Veronique was, as a matter of fact, absolutely ignorant of the value of things. She had never wanted for anything; she never saw a piece of gold till the day of her marriage; she had no money of her own; her mother bought and gave her everything she needed and wished for; so that even when she wanted to give alms to a beggar, the girl felt in her mother’s pocket for the coin.
“If that’s so,” remarked the hatmaker, “she can’t cost you much.”
“So you think, do you?” replied Sauviat. “You wouldn’t get off under forty crowns a year, I can tell you that. Why, her room, she has at least a hundred crowns’ worth of furniture in it! But when a man has but one child, he doesn’t mind. The little we own will all go to her.”
“The little! Why, you must be rich, pere Sauviat! It is pretty nigh forty years that you have been doing a business in which there are no losses.”
“Ha! I sha’n’t go to the poorhouse for want of a thousand francs or so!” replied the old-iron dealer.
From the day when Veronique lost the soft beauty which made her girlish face the admiration of all who saw it, Pere Sauviat redoubled in activity. His business became so prosperous that he now went to Paris several times a year. Every one felt that he wanted to compensate his daughter by force of money for what he called her “loss of profit.” When Veronique was fifteen years old a change was made in the internal manners and customs of the household. The father and mother went upstairs in the evenings to their daughter’s apartment, where Veronique would read to them, by the light of a lamp placed behind a glass globe full of water, the “Vie des Saints,” the “Lettres Edifiantes,” and other books lent by the vicar. Madame Sauviat knitted stockings, feeling that she thus recouped herself for the cost of oil. The neighbors could see through the window the old couple seated motionless in their armchairs, like Chinese images, listening to their daughter, and admiring her with all the powers of their contracted minds, obtuse to everything that was not business or religious faith.
II. VERONIQUE
There are, no doubt, many young girls in the world as pure as Veronique, but none purer or more modest. Her confessions might have surprised the angels and rejoiced the Blessed Virgin.
At sixteen years of age she was fully developed, and appeared the woman she was eventually to become. She was of medium height, neither her father nor her mother being tall; but her figure was charming in its graceful suppleness, and in the serpentine curves laboriously sought by painters and sculptors—curves which Nature herself draws so delicately with her lissom outlines, revealed to the eye of artists in spite of swathing linen and thick clothes, which mould themselves, inevitably, upon the nude.

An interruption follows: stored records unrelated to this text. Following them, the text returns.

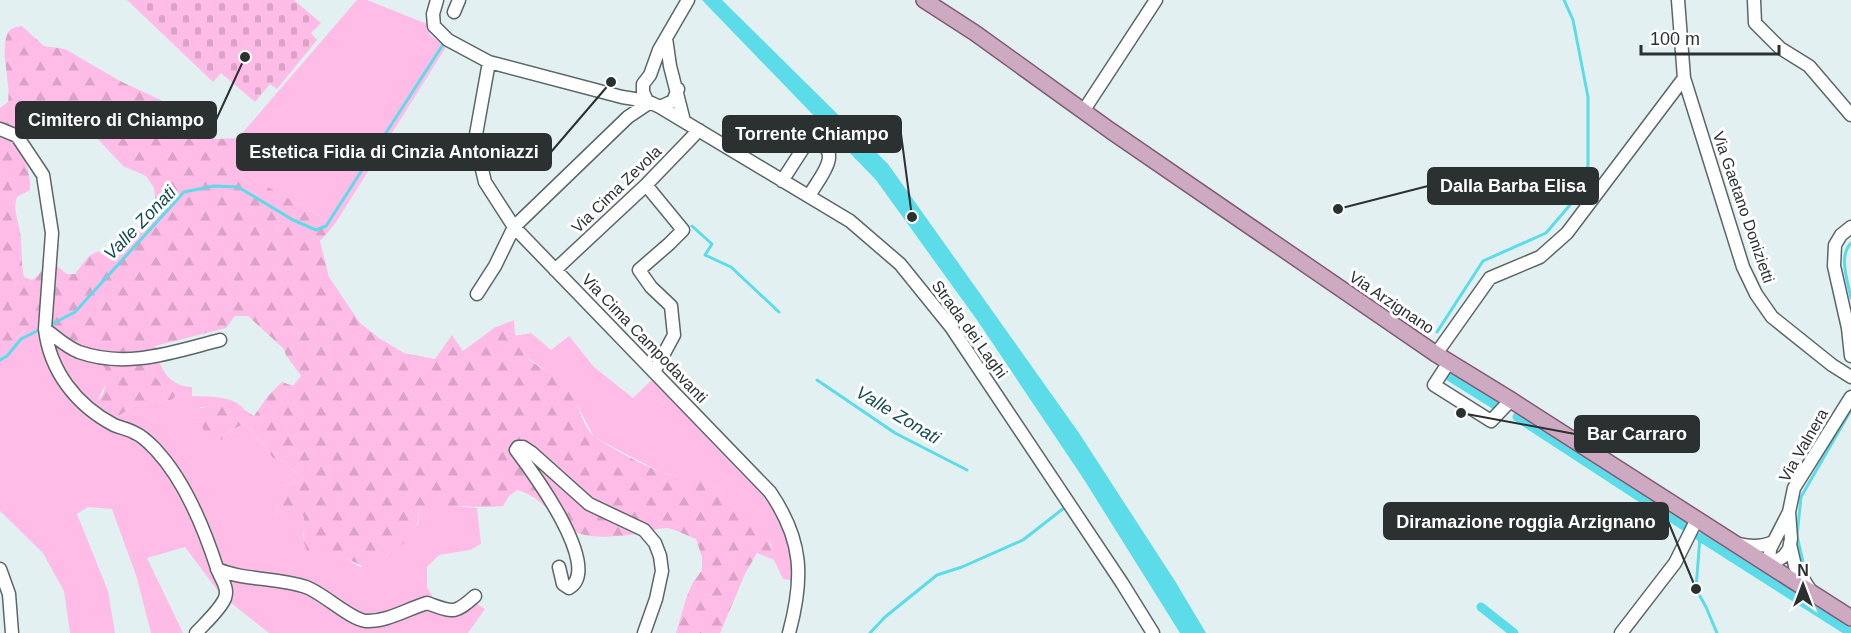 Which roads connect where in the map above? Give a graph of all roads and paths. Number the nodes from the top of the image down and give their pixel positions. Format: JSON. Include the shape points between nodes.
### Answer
{"nodes":[{"id":1,"x":437,"y":0,"type":"edge"},
{"id":2,"x":459,"y":0,"type":"edge"},
{"id":3,"x":688,"y":0,"type":"edge"},
{"id":4,"x":924,"y":0,"type":"edge"},
{"id":5,"x":1156,"y":0,"type":"edge"},
{"id":6,"x":1678,"y":0,"type":"edge"},
{"id":7,"x":1754,"y":0,"type":"edge"},
{"id":8,"x":454,"y":12,"type":"dead end"},
{"id":9,"x":666,"y":38,"type":"junction"},
{"id":10,"x":489,"y":62,"type":"junction"},
{"id":11,"x":650,"y":75,"type":"junction"},
{"id":12,"x":1684,"y":78,"type":"junction"},
{"id":13,"x":677,"y":85,"type":"junction"},
{"id":14,"x":642,"y":87,"type":"junction"},
{"id":15,"x":612,"y":93,"type":"junction"},
{"id":16,"x":629,"y":98,"type":"junction"},
{"id":17,"x":652,"y":104,"type":"junction"},
{"id":18,"x":1084,"y":110,"type":"junction"},
{"id":19,"x":1851,"y":115,"type":"edge"},
{"id":20,"x":628,"y":117,"type":"junction"},
{"id":21,"x":684,"y":121,"type":"junction"},
{"id":22,"x":0,"y":129,"type":"edge"},
{"id":23,"x":699,"y":130,"type":"junction"},
{"id":24,"x":782,"y":181,"type":"junction"},
{"id":25,"x":646,"y":185,"type":"junction"},
{"id":26,"x":809,"y":196,"type":"junction"},
{"id":27,"x":514,"y":227,"type":"junction"},
{"id":28,"x":1851,"y":227,"type":"edge"},
{"id":29,"x":555,"y":270,"type":"junction"},
{"id":30,"x":477,"y":294,"type":"dead end"},
{"id":31,"x":1849,"y":328,"type":"edge"},
{"id":32,"x":45,"y":329,"type":"junction"},
{"id":33,"x":220,"y":340,"type":"dead end"},
{"id":34,"x":1436,"y":354,"type":"junction"},
{"id":35,"x":1851,"y":356,"type":"edge"},
{"id":36,"x":1449,"y":362,"type":"junction"},
{"id":37,"x":654,"y":372,"type":"junction"},
{"id":38,"x":1851,"y":376,"type":"edge"},
{"id":39,"x":1851,"y":397,"type":"edge"},
{"id":40,"x":1511,"y":400,"type":"junction"},
{"id":41,"x":1790,"y":512,"type":"junction"},
{"id":42,"x":1697,"y":519,"type":"junction"},
{"id":43,"x":1732,"y":542,"type":"junction"},
{"id":44,"x":1773,"y":542,"type":"junction"},
{"id":45,"x":1790,"y":544,"type":"junction"},
{"id":46,"x":1769,"y":566,"type":"junction"},
{"id":47,"x":559,"y":567,"type":"dead end"},
{"id":48,"x":0,"y":569,"type":"edge"},
{"id":49,"x":217,"y":569,"type":"junction"},
{"id":50,"x":475,"y":596,"type":"dead end"},
{"id":51,"x":1815,"y":596,"type":"junction"},
{"id":52,"x":1851,"y":618,"type":"edge"},
{"id":53,"x":12,"y":633,"type":"edge"},
{"id":54,"x":196,"y":633,"type":"edge"},
{"id":55,"x":644,"y":633,"type":"edge"},
{"id":56,"x":789,"y":633,"type":"edge"},
{"id":57,"x":1153,"y":633,"type":"edge"},
{"id":58,"x":1621,"y":633,"type":"edge"}],
"edges":[{"from":1,"to":10,"type":"street","via":[[434,26],[448,40]]},
{"from":2,"to":8,"type":"street"},
{"from":3,"to":9,"type":"street"},
{"from":4,"to":18,"type":"main road","name":"Via Arzignano"},
{"from":5,"to":18,"type":"street"},
{"from":6,"to":12,"type":"street","name":"Via Gaetano Donizietti"},
{"from":7,"to":19,"type":"street","via":[[1755,23],[1780,48],[1809,66]]},
{"from":9,"to":11,"type":"street"},
{"from":9,"to":13,"type":"street"},
{"from":10,"to":15,"type":"street"},
{"from":10,"to":27,"type":"street","name":"Via Cima Campodavanti","via":[[475,140],[485,182]]},
{"from":11,"to":13,"type":"street","via":[[664,72]]},
{"from":11,"to":14,"type":"street"},
{"from":12,"to":34,"type":"street","via":[[1567,233],[1539,257],[1490,278]]},
{"from":12,"to":38,"type":"street","name":"Via Gaetano Donizietti","via":[[1743,267],[1756,294],[1772,317]]},
{"from":13,"to":17,"type":"street","via":[[673,101]]},
{"from":13,"to":21,"type":"street"},
{"from":14,"to":15,"type":"street","via":[[630,93]]},
{"from":14,"to":17,"type":"street"},
{"from":15,"to":16,"type":"street"},
{"from":16,"to":17,"type":"street"},
{"from":16,"to":20,"type":"street","via":[[632,105]]},
{"from":17,"to":20,"type":"street"},
{"from":17,"to":21,"type":"street","name":"Strada dei Laghi"},
{"from":18,"to":34,"type":"main road","name":"Via Arzignano"},
{"from":20,"to":27,"type":"street"},
{"from":21,"to":23,"type":"street","name":"Strada dei Laghi"},
{"from":22,"to":32,"type":"street","via":[[17,136],[43,175],[52,233]]},
{"from":23,"to":24,"type":"street","name":"Strada dei Laghi"},
{"from":23,"to":25,"type":"street","name":"Via Cima Zevola"},
{"from":24,"to":26,"type":"street","name":"Strada dei Laghi"},
{"from":24,"to":26,"type":"street","via":[[804,147],[815,142],[824,145],[830,159]]},
{"from":25,"to":29,"type":"street","name":"Via Cima Zevola"},
{"from":25,"to":37,"type":"street","via":[[683,230],[639,270],[671,306],[674,335]]},
{"from":26,"to":57,"type":"street","name":"Strada dei Laghi","via":[[850,221],[892,256],[951,327]]},
{"from":27,"to":29,"type":"street","name":"Via Cima Campodavanti"},
{"from":27,"to":30,"type":"street"},
{"from":28,"to":31,"type":"street","via":[[1835,245],[1834,266]]},
{"from":29,"to":37,"type":"street","name":"Via Cima Campodavanti"},
{"from":31,"to":35,"type":"street"},
{"from":32,"to":33,"type":"street","via":[[78,352],[113,361],[154,357]]},
{"from":32,"to":49,"type":"street","via":[[55,368],[77,397],[114,425],[137,433],[177,478]]},
{"from":34,"to":36,"type":"main road","name":"Via Arzignano"},
{"from":36,"to":40,"type":"main road","name":"Via Arzignano"},
{"from":36,"to":40,"type":"street","via":[[1434,385],[1491,421]]},
{"from":37,"to":56,"type":"street","name":"Via Cima Campodavanti","via":[[770,492],[785,513],[800,565],[797,604]]},
{"from":39,"to":41,"type":"street","name":"Via Valnera","via":[[1794,488]]},
{"from":40,"to":42,"type":"main road","name":"Via Arzignano"},
{"from":41,"to":44,"type":"street","name":"Via Valnera"},
{"from":41,"to":45,"type":"street","name":"Via Valnera"},
{"from":42,"to":43,"type":"main road","name":"Via Arzignano"},
{"from":42,"to":58,"type":"street","via":[[1675,563]]},
{"from":43,"to":44,"type":"street","via":[[1756,546]]},
{"from":43,"to":46,"type":"main road","name":"Via Arzignano"},
{"from":44,"to":46,"type":"street","name":"Via Valnera"},
{"from":45,"to":46,"type":"street","via":[[1784,556]]},
{"from":45,"to":51,"type":"street","name":"Via Valnera","via":[[1795,566]]},
{"from":46,"to":51,"type":"main road","name":"Via Arzignano"},
{"from":47,"to":55,"type":"street","via":[[563,584],[574,586],[577,564],[572,540],[516,450],[518,447],[532,453],[589,504],[644,530],[655,543],[662,571]]},
{"from":48,"to":53,"type":"street","via":[[9,594]]},
{"from":49,"to":50,"type":"street","via":[[308,587],[364,621],[386,618],[427,603],[449,611],[461,609]]},
{"from":49,"to":54,"type":"street","via":[[226,589],[224,599]]},
{"from":51,"to":52,"type":"main road","name":"Via Arzignano"}]} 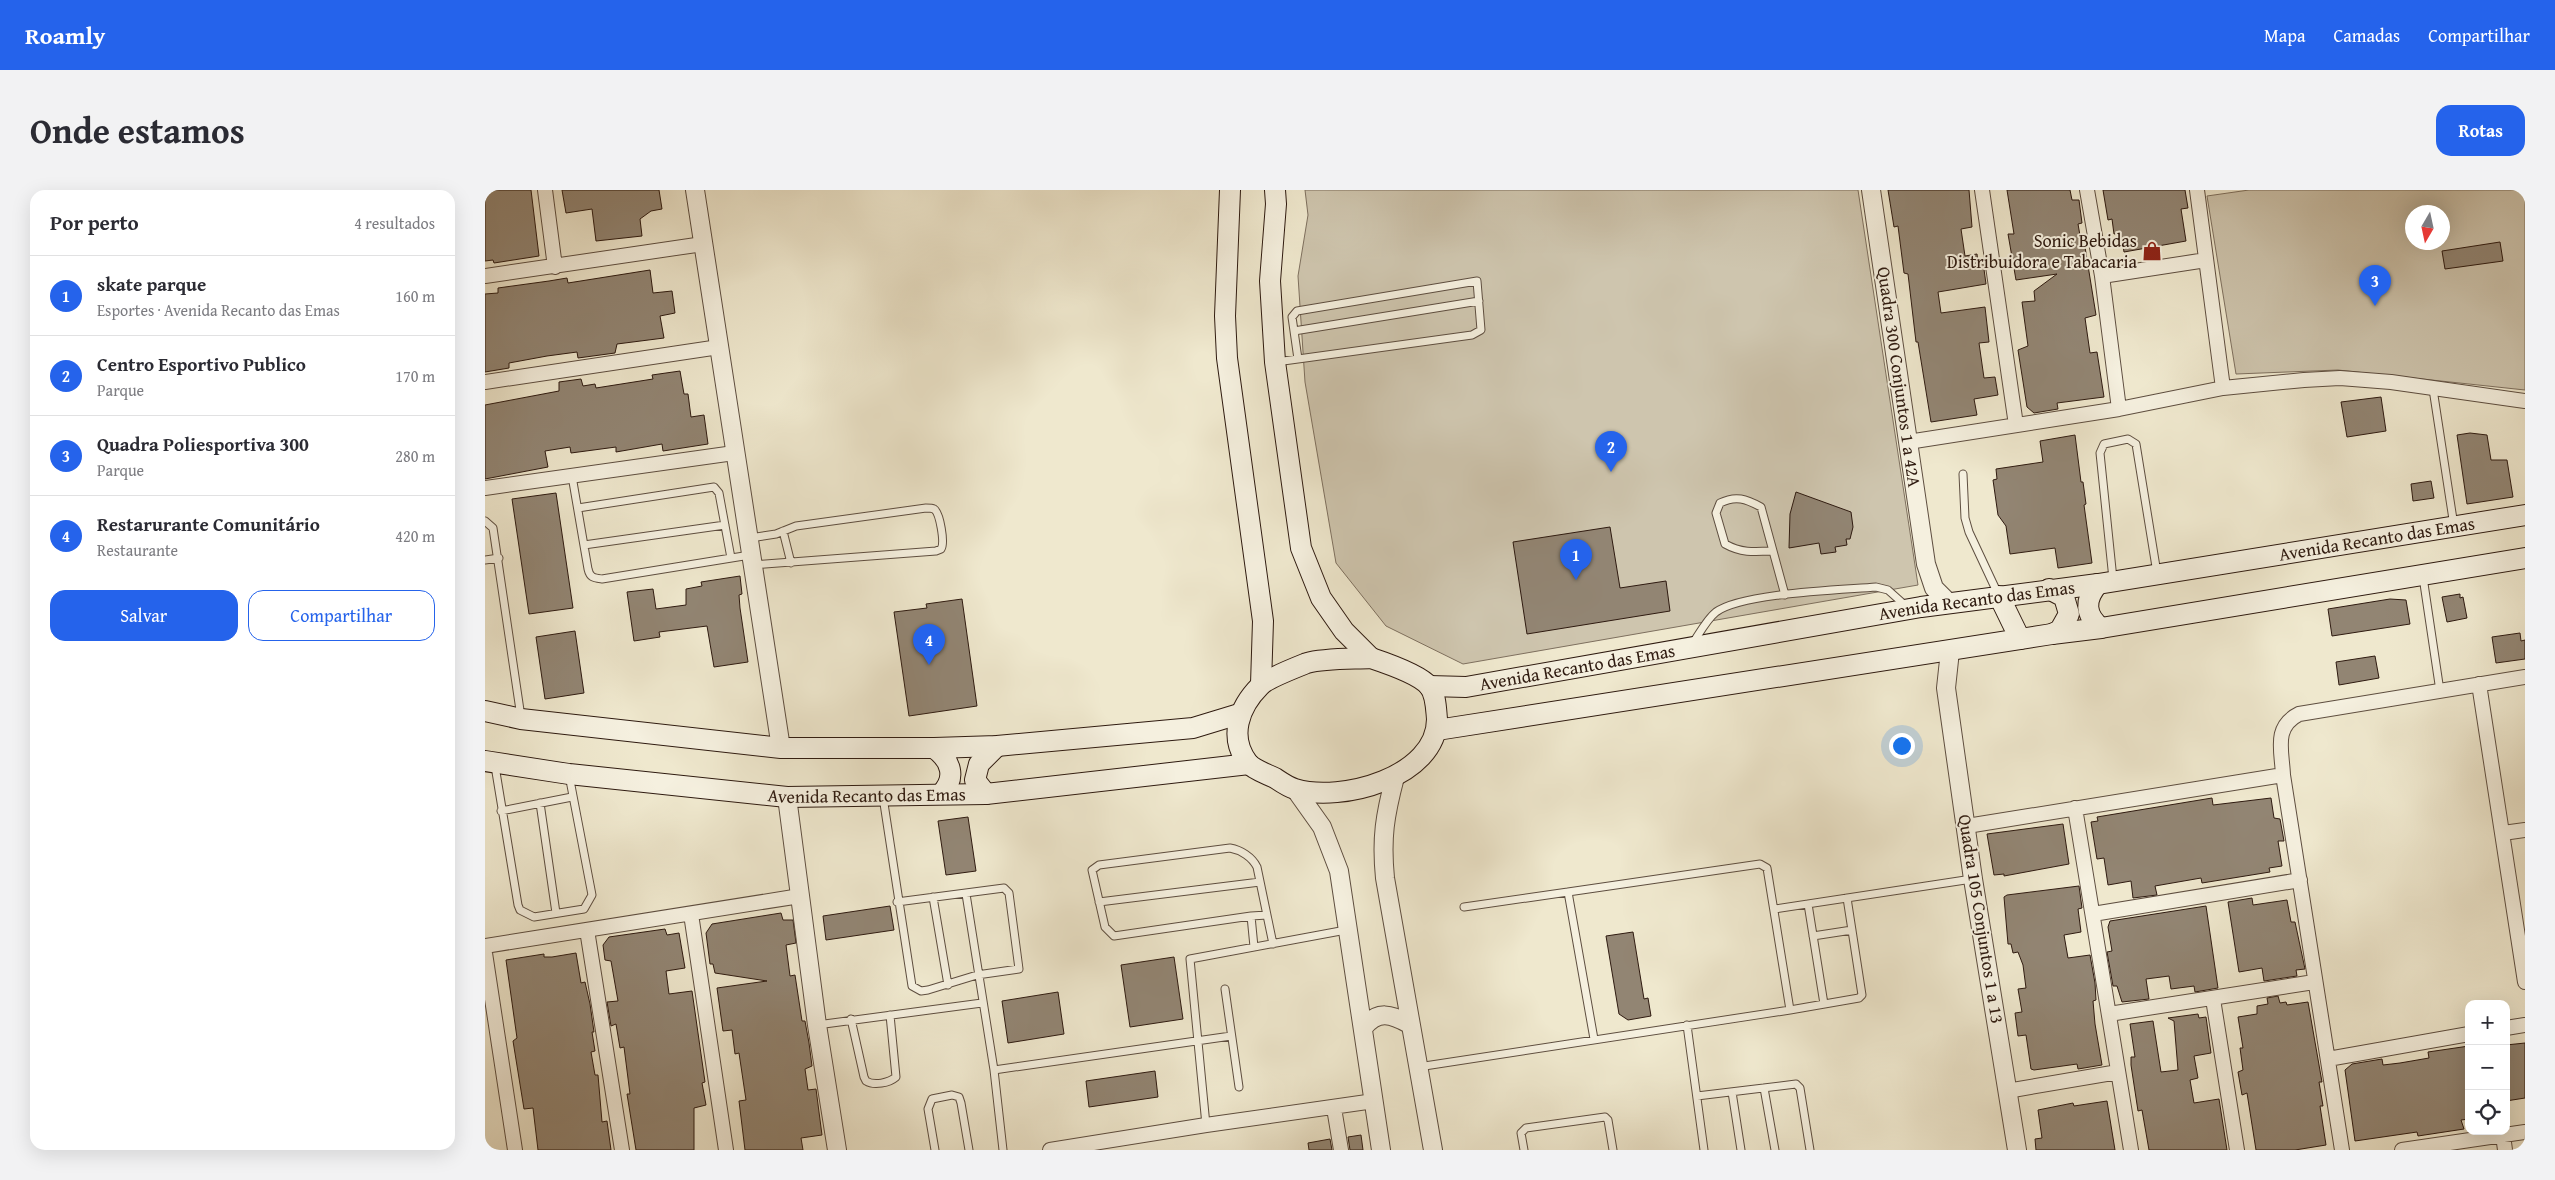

Sincere, simple, and natural, Veronique set these beauties of her form into relief by movements that were wholly free from affectation. She brought out her “full and complete effect,” if we may borrow that strong term from legal phraseology. She had the plump arms of the Auvergnat women, the red and dimpled hand of a barmaid, and her strong but well-shaped feet were in keeping with the rest of her figure.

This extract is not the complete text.